NOTIFICATION CENTRE
DEFINITIONS
What follows are some of the more common metrics that share market investors use to compare similar companies (peers) and their past performance. Each of the metrics used on our platform are forward looking and have been normalised, meaning they relate to forecast earnings and have been adjusted to remove one-off or non-recurring items.

Cash Conversion


The amount of money, in cash, that a company makes divided by the amount it reports to have made from an accounting perspective. Investors generally look for companies with higher cash conversion ratios as it suggests they are able to convert more of their reported earnings into cash through better debtor, creditor and inventory management than their peers.

DCF-value (discounted cashflow valuation)


The value of a company’s shares based on the amount of money, in cash, it is expected to make going forward.

Dividend Cover


The amount of money, in cash, that a company makes and is able to distribute as dividends, divided by the amount it does distribute as dividends. Investors generally look for companies with higher dividend coverage ratios that are also above 1.0x as it suggests they are able to produce sufficient cashflows to meet their dividend payments without the need to raise debt or sell assets.

Dividend Yield


A company’s post-tax dividends per share (DPS) divided by its share price.
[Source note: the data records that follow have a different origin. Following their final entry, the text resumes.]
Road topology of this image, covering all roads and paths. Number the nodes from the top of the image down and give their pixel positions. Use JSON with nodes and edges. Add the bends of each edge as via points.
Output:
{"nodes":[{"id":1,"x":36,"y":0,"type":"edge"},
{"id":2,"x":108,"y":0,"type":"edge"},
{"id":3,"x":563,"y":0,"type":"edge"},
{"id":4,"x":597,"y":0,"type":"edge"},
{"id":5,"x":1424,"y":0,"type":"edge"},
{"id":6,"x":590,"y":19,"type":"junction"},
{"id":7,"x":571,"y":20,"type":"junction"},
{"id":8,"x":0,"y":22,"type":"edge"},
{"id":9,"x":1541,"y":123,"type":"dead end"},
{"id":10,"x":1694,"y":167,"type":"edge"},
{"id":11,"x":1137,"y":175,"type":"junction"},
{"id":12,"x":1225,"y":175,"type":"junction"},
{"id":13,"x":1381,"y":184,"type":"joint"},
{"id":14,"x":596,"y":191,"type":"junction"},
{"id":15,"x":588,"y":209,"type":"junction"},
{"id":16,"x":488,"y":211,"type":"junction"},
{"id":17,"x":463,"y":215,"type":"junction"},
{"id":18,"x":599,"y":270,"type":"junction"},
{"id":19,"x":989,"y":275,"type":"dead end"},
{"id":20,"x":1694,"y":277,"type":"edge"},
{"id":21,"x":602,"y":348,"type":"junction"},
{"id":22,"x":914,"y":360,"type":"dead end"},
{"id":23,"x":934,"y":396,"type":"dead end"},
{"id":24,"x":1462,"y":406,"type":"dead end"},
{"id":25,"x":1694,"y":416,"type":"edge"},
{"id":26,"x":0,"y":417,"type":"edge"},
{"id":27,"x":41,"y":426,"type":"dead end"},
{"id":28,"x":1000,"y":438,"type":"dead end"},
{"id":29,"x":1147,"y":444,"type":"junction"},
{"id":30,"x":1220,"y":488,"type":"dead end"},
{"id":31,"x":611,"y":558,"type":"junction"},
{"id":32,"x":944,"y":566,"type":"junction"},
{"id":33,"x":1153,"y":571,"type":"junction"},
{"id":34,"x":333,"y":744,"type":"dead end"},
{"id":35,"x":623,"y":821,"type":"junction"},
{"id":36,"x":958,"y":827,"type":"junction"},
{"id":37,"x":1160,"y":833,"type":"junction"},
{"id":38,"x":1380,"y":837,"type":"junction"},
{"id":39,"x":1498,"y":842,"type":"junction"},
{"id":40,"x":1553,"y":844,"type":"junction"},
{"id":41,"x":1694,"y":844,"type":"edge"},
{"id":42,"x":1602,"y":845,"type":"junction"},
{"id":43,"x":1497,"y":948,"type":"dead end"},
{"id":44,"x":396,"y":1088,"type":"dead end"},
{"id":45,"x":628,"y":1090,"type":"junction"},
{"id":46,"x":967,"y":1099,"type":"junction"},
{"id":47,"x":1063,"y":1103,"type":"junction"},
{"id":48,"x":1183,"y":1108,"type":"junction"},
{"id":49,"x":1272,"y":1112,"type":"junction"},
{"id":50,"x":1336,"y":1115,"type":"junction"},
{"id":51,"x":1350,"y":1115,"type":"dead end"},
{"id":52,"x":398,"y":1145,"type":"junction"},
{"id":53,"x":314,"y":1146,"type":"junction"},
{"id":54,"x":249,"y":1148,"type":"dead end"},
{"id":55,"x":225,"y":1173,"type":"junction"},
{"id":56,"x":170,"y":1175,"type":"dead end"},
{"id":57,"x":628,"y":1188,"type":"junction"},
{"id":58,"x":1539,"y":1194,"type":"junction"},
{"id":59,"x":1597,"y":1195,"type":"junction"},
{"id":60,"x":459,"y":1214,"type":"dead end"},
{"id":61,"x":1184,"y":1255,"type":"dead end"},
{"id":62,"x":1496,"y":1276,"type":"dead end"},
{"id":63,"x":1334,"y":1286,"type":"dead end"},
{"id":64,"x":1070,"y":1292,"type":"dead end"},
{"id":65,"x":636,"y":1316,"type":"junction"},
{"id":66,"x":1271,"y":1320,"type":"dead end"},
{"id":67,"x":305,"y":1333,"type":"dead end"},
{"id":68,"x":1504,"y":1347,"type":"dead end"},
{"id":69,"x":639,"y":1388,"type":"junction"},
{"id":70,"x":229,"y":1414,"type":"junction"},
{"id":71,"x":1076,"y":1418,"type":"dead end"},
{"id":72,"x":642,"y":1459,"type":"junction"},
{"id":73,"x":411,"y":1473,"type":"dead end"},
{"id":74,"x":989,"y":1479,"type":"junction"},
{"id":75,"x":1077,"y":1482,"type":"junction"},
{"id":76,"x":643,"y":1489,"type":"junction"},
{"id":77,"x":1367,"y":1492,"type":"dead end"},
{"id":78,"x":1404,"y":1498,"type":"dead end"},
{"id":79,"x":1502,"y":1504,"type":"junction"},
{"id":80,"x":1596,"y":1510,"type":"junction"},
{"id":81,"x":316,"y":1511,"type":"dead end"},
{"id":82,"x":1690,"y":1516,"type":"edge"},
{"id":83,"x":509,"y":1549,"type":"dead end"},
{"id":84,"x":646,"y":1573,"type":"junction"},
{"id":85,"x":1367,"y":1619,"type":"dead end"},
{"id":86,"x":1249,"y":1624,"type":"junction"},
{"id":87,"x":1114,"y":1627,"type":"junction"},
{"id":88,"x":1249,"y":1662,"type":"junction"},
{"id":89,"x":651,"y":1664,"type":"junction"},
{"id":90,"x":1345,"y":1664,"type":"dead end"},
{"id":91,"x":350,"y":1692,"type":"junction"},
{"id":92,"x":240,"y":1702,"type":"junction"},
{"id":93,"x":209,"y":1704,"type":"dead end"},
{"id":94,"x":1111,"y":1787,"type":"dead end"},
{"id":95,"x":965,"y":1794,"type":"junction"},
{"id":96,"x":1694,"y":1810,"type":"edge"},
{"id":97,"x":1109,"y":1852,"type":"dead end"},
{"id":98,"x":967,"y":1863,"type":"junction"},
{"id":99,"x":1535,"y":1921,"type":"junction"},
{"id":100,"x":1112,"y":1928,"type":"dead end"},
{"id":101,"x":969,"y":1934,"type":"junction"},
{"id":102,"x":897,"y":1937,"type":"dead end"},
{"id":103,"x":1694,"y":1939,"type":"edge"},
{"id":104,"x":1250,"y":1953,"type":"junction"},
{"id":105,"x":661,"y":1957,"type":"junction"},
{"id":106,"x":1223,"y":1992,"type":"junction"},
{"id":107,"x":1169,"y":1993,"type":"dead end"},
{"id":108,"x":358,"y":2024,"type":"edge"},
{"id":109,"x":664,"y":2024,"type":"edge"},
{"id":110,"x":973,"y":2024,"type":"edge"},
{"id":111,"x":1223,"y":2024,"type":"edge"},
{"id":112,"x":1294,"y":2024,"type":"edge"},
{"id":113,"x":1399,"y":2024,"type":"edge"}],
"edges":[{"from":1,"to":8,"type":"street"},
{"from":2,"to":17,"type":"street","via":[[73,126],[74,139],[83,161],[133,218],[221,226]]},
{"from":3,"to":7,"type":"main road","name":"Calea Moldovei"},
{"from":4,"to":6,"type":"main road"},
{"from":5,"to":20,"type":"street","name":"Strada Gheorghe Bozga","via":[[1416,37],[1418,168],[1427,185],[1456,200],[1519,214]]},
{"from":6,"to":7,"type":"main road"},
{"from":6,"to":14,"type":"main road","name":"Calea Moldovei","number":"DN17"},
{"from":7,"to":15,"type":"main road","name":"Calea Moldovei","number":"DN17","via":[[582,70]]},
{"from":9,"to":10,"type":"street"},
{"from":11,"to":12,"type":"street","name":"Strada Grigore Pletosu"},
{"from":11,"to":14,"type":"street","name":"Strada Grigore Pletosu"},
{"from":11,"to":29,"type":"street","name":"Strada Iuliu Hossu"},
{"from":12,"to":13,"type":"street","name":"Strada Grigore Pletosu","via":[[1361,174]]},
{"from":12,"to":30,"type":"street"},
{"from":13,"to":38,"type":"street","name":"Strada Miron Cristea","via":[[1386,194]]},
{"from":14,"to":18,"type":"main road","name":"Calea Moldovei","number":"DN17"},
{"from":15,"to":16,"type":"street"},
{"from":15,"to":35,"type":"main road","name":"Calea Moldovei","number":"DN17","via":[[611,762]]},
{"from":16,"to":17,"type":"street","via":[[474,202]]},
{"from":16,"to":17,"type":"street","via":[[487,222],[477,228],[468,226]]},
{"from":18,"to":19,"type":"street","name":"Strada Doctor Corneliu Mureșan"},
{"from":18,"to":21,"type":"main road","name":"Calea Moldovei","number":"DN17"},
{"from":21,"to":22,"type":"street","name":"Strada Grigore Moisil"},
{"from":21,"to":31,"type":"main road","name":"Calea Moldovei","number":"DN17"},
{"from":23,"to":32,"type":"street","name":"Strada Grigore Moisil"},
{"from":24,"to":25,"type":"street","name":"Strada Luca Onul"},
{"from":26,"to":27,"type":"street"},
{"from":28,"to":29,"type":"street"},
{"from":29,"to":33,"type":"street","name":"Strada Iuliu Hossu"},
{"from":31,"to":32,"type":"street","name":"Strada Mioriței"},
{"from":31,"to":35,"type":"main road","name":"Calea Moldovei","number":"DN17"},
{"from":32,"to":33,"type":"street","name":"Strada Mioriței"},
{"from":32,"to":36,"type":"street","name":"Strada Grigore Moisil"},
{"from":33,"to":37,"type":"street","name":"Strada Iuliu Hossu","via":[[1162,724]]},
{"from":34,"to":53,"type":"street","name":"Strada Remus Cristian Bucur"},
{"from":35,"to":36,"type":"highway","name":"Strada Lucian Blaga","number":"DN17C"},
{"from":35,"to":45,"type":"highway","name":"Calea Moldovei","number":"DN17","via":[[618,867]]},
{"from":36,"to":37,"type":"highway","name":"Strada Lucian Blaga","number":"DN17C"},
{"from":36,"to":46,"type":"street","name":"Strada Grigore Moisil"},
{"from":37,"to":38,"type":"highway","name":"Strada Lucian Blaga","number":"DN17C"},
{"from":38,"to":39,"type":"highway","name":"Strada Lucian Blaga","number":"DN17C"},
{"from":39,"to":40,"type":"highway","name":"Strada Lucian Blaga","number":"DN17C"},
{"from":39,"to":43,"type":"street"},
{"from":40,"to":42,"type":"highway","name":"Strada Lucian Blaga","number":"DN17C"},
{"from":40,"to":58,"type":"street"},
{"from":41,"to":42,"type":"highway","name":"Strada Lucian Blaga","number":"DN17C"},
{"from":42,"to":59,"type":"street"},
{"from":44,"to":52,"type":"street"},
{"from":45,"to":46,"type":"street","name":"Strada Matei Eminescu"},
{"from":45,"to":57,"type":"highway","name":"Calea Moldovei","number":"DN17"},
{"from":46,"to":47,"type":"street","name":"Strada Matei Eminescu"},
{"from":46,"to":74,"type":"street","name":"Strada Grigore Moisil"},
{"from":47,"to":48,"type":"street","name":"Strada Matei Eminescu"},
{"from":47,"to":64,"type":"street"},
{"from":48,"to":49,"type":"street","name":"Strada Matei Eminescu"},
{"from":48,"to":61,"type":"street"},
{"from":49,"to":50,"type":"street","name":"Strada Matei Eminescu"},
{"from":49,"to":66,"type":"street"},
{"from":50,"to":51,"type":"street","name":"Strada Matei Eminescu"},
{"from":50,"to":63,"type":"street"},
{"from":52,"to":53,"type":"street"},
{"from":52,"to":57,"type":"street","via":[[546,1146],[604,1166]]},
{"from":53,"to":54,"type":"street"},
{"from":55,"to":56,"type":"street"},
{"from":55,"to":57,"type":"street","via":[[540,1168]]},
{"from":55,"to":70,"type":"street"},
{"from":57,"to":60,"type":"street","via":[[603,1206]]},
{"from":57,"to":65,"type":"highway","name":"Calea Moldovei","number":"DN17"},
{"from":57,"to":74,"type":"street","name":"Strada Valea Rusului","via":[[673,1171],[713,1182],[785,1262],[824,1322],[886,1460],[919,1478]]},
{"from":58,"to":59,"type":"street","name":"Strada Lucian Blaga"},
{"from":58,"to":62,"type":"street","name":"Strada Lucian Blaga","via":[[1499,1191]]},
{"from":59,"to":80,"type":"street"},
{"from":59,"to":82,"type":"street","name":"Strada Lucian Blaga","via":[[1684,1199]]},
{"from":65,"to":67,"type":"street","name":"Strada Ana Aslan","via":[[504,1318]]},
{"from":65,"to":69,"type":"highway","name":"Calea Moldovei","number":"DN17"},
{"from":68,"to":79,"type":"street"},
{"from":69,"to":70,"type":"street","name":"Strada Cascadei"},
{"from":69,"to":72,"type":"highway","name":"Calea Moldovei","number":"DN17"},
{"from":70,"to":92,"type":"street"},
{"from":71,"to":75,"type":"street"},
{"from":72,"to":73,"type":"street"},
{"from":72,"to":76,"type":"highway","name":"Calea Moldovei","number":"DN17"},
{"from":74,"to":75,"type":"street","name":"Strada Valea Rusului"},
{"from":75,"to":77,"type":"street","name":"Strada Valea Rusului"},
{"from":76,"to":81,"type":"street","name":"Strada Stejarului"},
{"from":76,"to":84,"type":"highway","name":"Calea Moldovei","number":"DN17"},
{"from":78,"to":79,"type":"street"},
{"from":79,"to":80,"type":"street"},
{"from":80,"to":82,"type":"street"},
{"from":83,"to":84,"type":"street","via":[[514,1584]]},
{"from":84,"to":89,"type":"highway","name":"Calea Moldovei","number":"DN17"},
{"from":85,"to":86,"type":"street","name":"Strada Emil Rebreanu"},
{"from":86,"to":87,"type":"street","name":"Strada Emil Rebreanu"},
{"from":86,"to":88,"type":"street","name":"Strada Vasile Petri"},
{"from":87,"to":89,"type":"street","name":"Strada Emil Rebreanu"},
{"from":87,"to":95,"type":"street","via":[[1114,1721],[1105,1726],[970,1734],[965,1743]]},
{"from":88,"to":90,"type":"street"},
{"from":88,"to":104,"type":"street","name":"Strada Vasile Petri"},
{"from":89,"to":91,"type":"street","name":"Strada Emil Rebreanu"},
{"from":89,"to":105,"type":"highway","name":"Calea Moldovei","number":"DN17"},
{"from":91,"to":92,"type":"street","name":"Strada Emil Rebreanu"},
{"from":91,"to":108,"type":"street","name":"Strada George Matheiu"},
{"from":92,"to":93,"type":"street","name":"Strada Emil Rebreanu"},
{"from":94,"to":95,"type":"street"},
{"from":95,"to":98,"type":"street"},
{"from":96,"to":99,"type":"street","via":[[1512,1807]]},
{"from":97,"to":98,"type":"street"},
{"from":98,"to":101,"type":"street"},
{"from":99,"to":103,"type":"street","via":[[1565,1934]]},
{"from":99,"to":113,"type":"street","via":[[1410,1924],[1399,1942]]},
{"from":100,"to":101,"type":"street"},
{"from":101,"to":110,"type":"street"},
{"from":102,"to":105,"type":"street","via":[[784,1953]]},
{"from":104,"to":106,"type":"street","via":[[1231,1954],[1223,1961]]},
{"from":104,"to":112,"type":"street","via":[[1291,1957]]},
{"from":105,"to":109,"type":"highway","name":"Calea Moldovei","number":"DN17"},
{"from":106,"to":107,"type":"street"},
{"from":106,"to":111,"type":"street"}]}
Investors generally look for companies with higher dividend yields than their peers, provided they also have dividend coverage ratios above 1.0x as it suggests they can keep paying dividends without increasing debt.

EPS growth


A company’s growth in earnings per share (EPS) over the next three years. Investors generally look for companies with higher underlying earnings growth than their peers, after accounting for any acquisitions or other corporate transactions.

EBITDA margin


A company’s earnings before interest, tax, depreciation and amortisation (EBITDA) divided by its revenues. Investors generally look for companies with higher EBITDA margins as it suggests they have lower costs or greater pricing power than their peers.

EV/EBITDA (enterprise value to EBITDA)


The total value of a company’s debt and equity, being its enterprise value (EV), divided by its earnings before interest, tax, depreciation and amortisation (EBITDA). Investors generally look for companies with lower EV/EBITDA ratios and higher earnings growth than their peers.

Favourable metrics


A fifteen-point measure of how a company compares to other, similar companies within the same sector. A higher number suggests its price, risk and earnings quality are better than its peers.

Interest cover


A company’s earnings before interest, tax, depreciation and amortisation (EBITDA) divided by its interest expense. Investors generally look for companies with higher interest coverage ratios as it suggests they are able to service their debt more easily than their peers.

Net debt to capital ratio


A company’s net debt divided by the book value of its debt plus equity. Investors generally look for companies with lower debt and higher interest coverage ratios than their peers.

P/B (price to book)


A company’s share price divided by the book value of its shareholders’ equity. Investors generally look for companies with lower P/B ratios and higher ROCE ratios than their peers.

P/E (price to earnings)


A company’s share price divided by its earnings per share (EPS). Investors generally look for companies with lower P/E ratios and higher earnings growth than their peers.

ROCE (return on capital employed)


A company’s earnings before interest and tax (EBIT) divided by its total assets less creditors. Investors generally look for companies with higher ROCE ratios that are also above WACC as it suggests they are able to produce better shareholder returns than their peers.

Share price


The current share price, delayed by up to 30 minutes.

TV/DCF (terminal value to DCF value)


The value of a company beyond what can be reasonably forecast, being its terminal value (TV), divided by its DCF value. Investors generally look for companies with lower TV/DCF ratios than their peers to minimise the risk that the terminal value is not realised.

Value-gap


The proportional difference between a company’s share price and its DCF value. Investors generally look for companies with positive value-gaps as it suggests they are undervalued by the market.

WACC (weighted average cost of capital)


An overall assessment of a company’s intrinsic risk, calculated using the 'Brennan Lally capital asset pricing model'. Investors generally look for companies with a lower WACC as it suggests they have fewer company-specific risks than their peers.

WC to revenue


A company’s working capital (WC) divided by its revenue. Investors generally look for companies with lower working capital ratios as it suggests they hold less surplus inventory and are able to manage their debtors and creditors better than their peers.